Realmente era difícil culpar a alguien en este punto.
Maxim se dio cuenta de que simplemente tenía muy mala suerte.
Abrió los ojos y se volvió a mirar a Emmelyn.
Su mirada estaba llena de tristeza y arrepentimiento.
—Lo siento mucho, Emmelyn.
Parece que…
soy yo quien te ha causado tanto sufrimiento.
Entendería si me odias ahora —dijo él con voz quebrada.
Emmelyn se mordió el labio.
Ella no odiaba a Maxim.
¿Cómo podría?
El hombre había sido tan amable con ella y la había ayudado mucho.
Maxim le enseñó tantas cosas que utilizó para sobrevivir.
También estuvo a su lado durante algunos de los momentos más difíciles de su vida.
Sí, su amor por ella le causó tanto sufrimiento…
pero realmente no fue su culpa.
Su único error fue…
ocultar el hecho de que en realidad conocía a los Leoraleis.
Pero incluso eso era comprensible.
Maxim no sabía con certeza que la maldición que cayó sobre Emmelyn tuviera algo que ver con el hecho de que estaba comprometido con Elise Leoralei.
Emmelyn podría aceptar la razón por la que Maxim ocultó la información porque no quería que Emmelyn se asustara.
No ayudaría a nadie si Emmelyn descargaba su ira en Maxim antes de que llegaran a Myreen.
—No es tu culpa —susurró Emmelyn con una voz apenas audible—.

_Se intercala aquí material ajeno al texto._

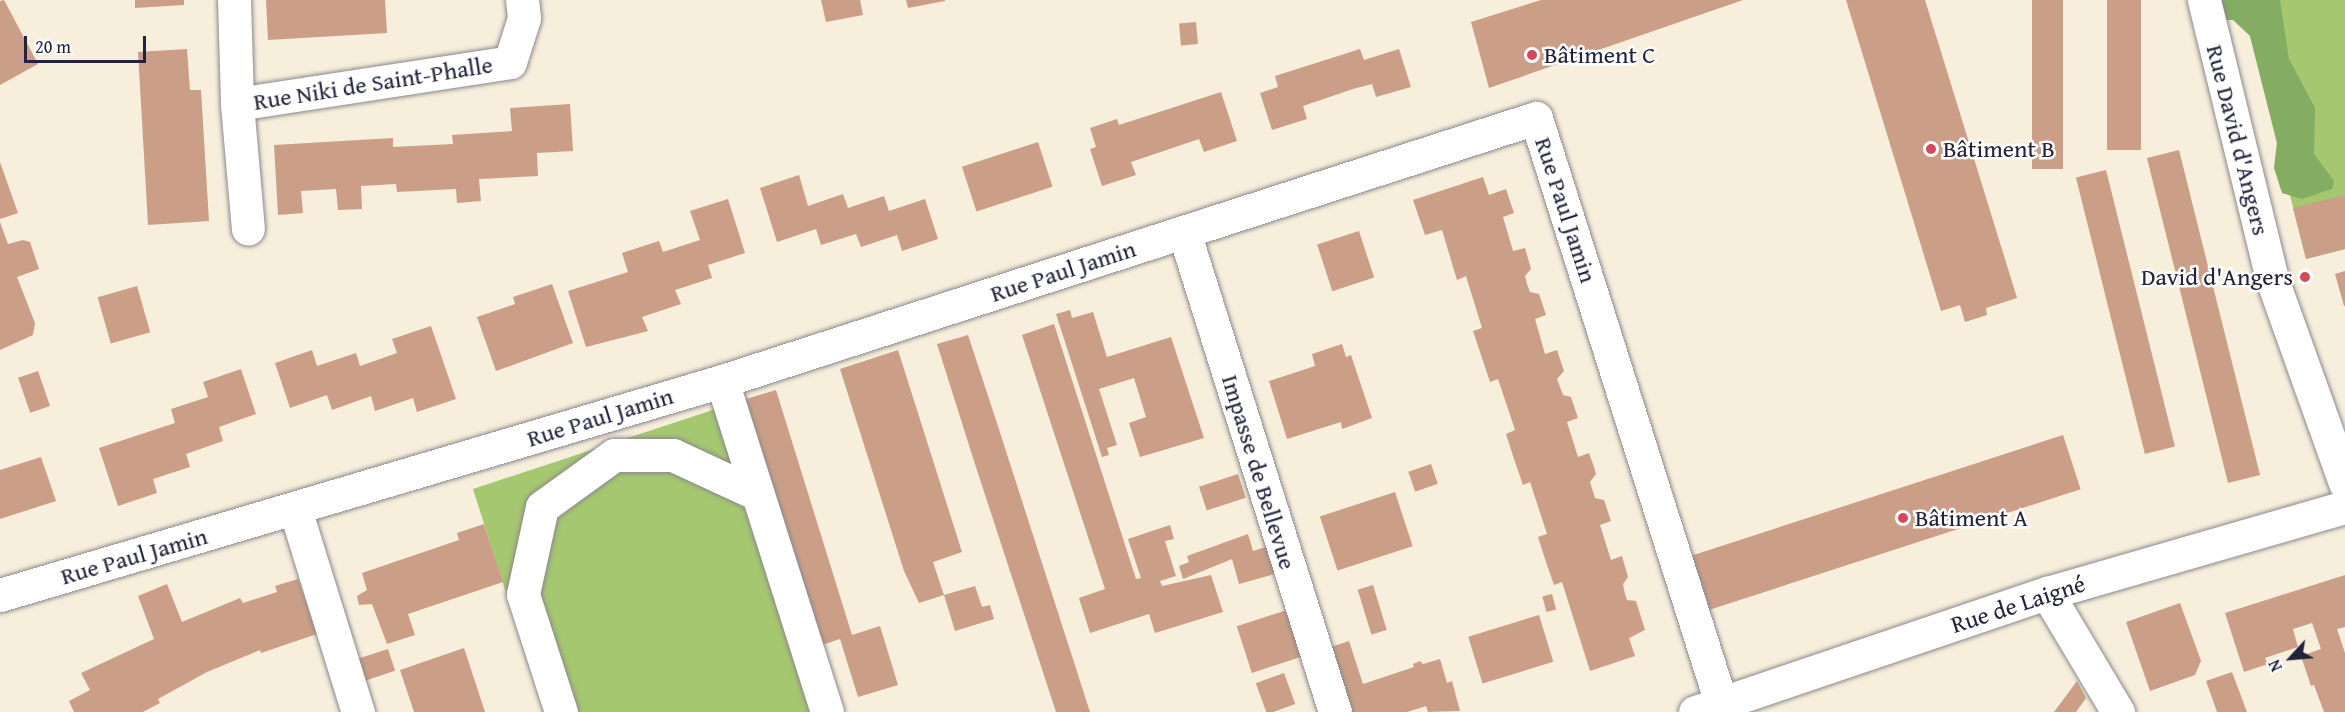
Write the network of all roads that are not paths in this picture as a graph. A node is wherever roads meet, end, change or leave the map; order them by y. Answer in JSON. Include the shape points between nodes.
{"nodes":[{"id":1,"x":234,"y":0,"type":"edge"},
{"id":2,"x":522,"y":0,"type":"edge"},
{"id":3,"x":2204,"y":0,"type":"edge"},
{"id":4,"x":237,"y":104,"type":"junction"},
{"id":5,"x":248,"y":229,"type":"dead end"},
{"id":6,"x":1184,"y":232,"type":"junction"},
{"id":7,"x":722,"y":381,"type":"junction"},
{"id":8,"x":2345,"y":483,"type":"edge"},
{"id":9,"x":757,"y":494,"type":"junction"},
{"id":10,"x":2345,"y":507,"type":"edge"},
{"id":11,"x":295,"y":509,"type":"junction"},
{"id":12,"x":2047,"y":593,"type":"junction"},
{"id":13,"x":0,"y":595,"type":"edge"},
{"id":14,"x":1708,"y":708,"type":"edge"},
{"id":15,"x":358,"y":712,"type":"edge"},
{"id":16,"x":561,"y":712,"type":"edge"},
{"id":17,"x":827,"y":712,"type":"edge"},
{"id":18,"x":1335,"y":712,"type":"edge"},
{"id":19,"x":2118,"y":712,"type":"edge"}],
"edges":[{"from":1,"to":4,"type":"street","name":"Rue Niki de Saint-Phalle"},
{"from":2,"to":4,"type":"street","name":"Rue Niki de Saint-Phalle","via":[[524,18],[510,62]]},
{"from":3,"to":8,"type":"street","name":"Rue David d'Angers","via":[[2272,279]]},
{"from":4,"to":5,"type":"street","name":"Rue Niki de Saint-Phalle"},
{"from":6,"to":7,"type":"street","name":"Rue Paul Jamin"},
{"from":6,"to":14,"type":"street","name":"Rue Paul Jamin","via":[[1536,118]]},
{"from":6,"to":18,"type":"street","name":"Impasse de Bellevue"},
{"from":7,"to":9,"type":"street"},
{"from":7,"to":11,"type":"street","name":"Rue Paul Jamin"},
{"from":9,"to":16,"type":"street","via":[[673,455],[614,454],[542,507],[523,594]]},
{"from":9,"to":17,"type":"street"},
{"from":10,"to":12,"type":"street","name":"Rue de Laigné"},
{"from":11,"to":13,"type":"street","name":"Rue Paul Jamin"},
{"from":11,"to":15,"type":"street"},
{"from":12,"to":14,"type":"street","name":"Rue de Laigné"},
{"from":12,"to":19,"type":"street"}]}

Tocó el brazo de Maxim y negó con la cabeza débilmente.
Ella podía ver lo devastado que estaba él en este momento y pensó que Maxim necesitaba consuelo más que ella.
La culpa, la ira y la impotencia eran evidentes en su rostro.

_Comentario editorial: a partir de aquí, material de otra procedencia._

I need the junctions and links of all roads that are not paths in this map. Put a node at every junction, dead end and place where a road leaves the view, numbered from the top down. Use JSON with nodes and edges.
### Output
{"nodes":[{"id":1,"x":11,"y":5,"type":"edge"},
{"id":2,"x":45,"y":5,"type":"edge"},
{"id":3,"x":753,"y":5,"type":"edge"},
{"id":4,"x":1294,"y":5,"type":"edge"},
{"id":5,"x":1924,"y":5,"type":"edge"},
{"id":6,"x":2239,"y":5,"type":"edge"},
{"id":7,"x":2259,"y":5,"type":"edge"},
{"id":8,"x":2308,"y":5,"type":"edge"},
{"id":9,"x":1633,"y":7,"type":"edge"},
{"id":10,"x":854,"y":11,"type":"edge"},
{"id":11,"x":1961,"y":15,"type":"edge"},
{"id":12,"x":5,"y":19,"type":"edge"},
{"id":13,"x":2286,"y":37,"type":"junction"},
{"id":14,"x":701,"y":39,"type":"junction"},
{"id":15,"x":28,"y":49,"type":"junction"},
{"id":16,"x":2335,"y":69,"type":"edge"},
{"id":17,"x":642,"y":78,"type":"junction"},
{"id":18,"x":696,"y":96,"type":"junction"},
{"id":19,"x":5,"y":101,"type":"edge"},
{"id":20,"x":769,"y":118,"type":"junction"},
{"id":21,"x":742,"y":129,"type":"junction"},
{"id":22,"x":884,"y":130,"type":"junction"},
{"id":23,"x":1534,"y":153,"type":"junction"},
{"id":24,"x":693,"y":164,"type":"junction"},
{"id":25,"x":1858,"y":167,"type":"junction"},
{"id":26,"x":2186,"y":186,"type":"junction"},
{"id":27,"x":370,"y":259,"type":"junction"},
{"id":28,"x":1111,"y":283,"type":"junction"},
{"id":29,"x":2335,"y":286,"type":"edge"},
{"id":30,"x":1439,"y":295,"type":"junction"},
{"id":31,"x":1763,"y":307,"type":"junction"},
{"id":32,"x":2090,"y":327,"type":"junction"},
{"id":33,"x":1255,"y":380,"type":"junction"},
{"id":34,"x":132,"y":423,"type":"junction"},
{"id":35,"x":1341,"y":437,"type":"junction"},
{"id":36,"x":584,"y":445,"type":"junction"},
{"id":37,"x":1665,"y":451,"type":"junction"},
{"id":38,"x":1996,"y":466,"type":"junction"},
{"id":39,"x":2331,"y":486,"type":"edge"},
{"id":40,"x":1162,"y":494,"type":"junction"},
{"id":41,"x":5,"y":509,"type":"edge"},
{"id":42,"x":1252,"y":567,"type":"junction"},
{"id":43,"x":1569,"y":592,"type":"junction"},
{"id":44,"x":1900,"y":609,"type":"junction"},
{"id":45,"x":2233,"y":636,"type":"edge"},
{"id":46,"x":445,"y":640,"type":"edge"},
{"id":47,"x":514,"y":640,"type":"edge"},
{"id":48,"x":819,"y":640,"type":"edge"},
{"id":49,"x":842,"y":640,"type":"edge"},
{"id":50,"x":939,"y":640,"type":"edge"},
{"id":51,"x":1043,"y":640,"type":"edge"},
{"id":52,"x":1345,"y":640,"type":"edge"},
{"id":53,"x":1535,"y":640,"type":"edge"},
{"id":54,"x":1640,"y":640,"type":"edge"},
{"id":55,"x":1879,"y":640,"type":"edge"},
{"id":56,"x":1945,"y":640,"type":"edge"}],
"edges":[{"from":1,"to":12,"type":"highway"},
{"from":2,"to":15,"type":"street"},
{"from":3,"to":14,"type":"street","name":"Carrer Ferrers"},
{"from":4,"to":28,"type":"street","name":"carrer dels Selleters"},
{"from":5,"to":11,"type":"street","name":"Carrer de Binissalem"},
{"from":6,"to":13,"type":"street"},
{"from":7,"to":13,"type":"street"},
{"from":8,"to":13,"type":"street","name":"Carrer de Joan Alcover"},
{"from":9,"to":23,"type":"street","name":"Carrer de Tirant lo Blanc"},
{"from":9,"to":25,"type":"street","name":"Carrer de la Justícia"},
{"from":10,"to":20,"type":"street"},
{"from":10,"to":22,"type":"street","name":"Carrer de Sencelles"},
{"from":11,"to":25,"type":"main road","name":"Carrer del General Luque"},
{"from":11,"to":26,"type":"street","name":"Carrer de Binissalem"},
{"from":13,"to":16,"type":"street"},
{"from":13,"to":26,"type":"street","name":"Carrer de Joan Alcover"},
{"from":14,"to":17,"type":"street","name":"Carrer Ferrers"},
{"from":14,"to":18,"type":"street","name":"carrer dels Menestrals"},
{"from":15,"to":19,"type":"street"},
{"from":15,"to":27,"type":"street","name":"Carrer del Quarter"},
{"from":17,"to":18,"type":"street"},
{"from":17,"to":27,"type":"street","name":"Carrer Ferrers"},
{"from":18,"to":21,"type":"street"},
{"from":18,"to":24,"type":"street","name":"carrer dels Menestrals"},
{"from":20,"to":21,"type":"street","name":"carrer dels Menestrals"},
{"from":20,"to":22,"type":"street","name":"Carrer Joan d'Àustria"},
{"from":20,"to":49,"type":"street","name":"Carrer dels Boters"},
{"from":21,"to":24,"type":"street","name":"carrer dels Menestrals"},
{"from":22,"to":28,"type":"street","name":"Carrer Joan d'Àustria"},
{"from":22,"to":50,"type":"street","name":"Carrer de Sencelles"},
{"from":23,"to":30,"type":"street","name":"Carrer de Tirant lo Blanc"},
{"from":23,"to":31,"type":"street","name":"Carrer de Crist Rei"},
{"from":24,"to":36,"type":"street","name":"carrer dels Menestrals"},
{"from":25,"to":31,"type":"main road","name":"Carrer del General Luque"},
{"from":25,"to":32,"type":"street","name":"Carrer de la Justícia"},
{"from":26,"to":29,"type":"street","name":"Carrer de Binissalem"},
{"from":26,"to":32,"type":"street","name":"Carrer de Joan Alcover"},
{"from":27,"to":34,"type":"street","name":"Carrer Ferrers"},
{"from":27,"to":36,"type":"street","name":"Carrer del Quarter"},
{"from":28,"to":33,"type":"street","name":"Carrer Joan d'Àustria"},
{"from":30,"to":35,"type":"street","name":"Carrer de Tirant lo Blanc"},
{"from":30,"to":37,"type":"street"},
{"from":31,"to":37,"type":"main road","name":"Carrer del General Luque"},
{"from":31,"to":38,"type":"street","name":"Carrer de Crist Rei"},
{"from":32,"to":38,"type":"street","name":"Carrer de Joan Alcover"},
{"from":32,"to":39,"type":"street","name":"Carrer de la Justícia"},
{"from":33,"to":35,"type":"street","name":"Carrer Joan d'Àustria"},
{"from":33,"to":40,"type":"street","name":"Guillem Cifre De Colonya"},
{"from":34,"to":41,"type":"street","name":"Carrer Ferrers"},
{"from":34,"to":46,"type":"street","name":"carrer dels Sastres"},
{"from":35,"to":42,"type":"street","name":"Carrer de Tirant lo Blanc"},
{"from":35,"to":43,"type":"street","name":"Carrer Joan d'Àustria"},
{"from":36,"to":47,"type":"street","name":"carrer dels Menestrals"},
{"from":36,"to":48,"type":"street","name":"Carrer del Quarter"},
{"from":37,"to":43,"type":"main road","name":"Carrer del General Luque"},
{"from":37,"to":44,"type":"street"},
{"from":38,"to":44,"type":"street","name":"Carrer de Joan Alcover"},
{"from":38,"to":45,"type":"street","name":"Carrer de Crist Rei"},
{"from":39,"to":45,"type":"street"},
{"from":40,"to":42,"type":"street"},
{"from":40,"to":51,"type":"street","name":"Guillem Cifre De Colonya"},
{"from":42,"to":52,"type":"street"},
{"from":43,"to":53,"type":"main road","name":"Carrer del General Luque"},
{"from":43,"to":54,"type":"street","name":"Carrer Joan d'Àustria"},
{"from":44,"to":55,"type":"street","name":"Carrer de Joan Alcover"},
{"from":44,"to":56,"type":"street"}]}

Su cuerpo temblaba ligeramente mientras las lágrimas caían lentamente por sus mejillas.
—Es mi culpa…
—Maxim habló roncamente—.
Perdiste a tu familia, a tu reino y a las personas que te importan…
por mi causa.
Lo siento mucho…
Ojalá pudiera cambiar mi vida para que pudieras recuperar a tu familia…
—Maxim…
no es tu culpa, ¿vale?
—Emmelyn se armó de valor y sonrió amargamente—.

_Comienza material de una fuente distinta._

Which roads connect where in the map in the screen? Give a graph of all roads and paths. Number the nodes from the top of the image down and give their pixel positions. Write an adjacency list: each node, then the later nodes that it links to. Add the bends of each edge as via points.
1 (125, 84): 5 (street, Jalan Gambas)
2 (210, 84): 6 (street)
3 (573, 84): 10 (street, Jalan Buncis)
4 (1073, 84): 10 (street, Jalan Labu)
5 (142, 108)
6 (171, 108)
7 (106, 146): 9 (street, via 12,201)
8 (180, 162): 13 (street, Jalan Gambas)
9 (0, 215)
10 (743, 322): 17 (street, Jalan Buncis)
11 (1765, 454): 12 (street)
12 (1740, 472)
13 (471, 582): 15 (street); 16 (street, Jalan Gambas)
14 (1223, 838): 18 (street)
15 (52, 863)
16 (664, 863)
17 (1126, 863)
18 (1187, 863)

Hablemos de ello más tarde.
Quizás haya otra manera.
No nos rindamos tan fácilmente.
No te queda bien.
Se acercó a Maxim y le susurró al oído:
—No creas todo lo que esta señora dijo.
Ella debe querer que te cases con su nieta.
Por supuesto, te diría que no hay otra forma.
El cuerpo de Maxim se tensó al escuchar las palabras de Emmelyn.
Se volvió para mirarla con un brillo en sus ojos.
Maxim se sentía tan agradecido de que Emmelyn no lo culpaba ciegamente.
En lugar de eso, ella lo animó a seguir intentándolo.
¡Cielos…
la amaba de verdad!
Emmelyn era tan comprensiva y solidaria.
¿Por qué no podía ser ella Elise Leoralei?
Maxim se casaría con ella con gusto.
—T-tienes razón…
—Maxim de repente sintió esperanza de nuevo—.
Quizás Myrcella no estaba diciendo la verdad, porque, como Catalina, quería que Maxim cumpliera su compromiso con Elise y la desposara.
Quizás el Rey Alejandro tendría una respuesta diferente.
Quizás podrían pedir respuestas a personas como Margueritte o Rafael.
Ellos podrían saber cómo Maxim y Emmelyn podrían romper la maldición.
Se volvió hacia Myrcella y le preguntó cortésmente:
—Su Gracia, ¿es posible que nos reunamos con el Rey Alejandro?
Sé que actualmente está enfermo, pero solo quiero rendirle mis respetos después de diecinueve años.
Ahora que había hablado con Myrcella, Maxim quería hablar con el Rey Alexander Leoralei a continuación.
Quería conocer la respuesta del rey.
No se iba a rendir tan fácilmente.
Myrcella soltó un largo suspiro.
Vació su taza de té y luego se levantó de su asiento.
—Me gustaría invitarlos a los dos a cenar.
¿Piensan quedarse aquí varios días?
Podemos hablar sobre nuestra familia y lo que deberíamos hacer de ahora en adelante.
—¿Estará el Rey Alejandro allí?
—preguntó Maxim a Myrcella.
La reina asintió.
—Sí.
—Entonces, iremos.
Tengo preguntas que hacerle si no le importa —dijo Maxim.
—No me importa —respondió Myrcella Leoralei.
Pensó por un momento y quería decir que la respuesta de Alejandro no sería diferente a la de ella, pero cambió de idea y no dijo nada.
—Elise…
—Emmelyn de repente recordó que Tides dijo que Elise había desaparecido—.
Se preguntaba qué había sucedido en Myreen para que Elise se escapara de casa—.
¿Adónde fue?
Myrcella miró hacia otro lado con tristeza.
—Ella está buscando medicina para curar a su padre.
Esa niña tonta pensó que podría ayudar.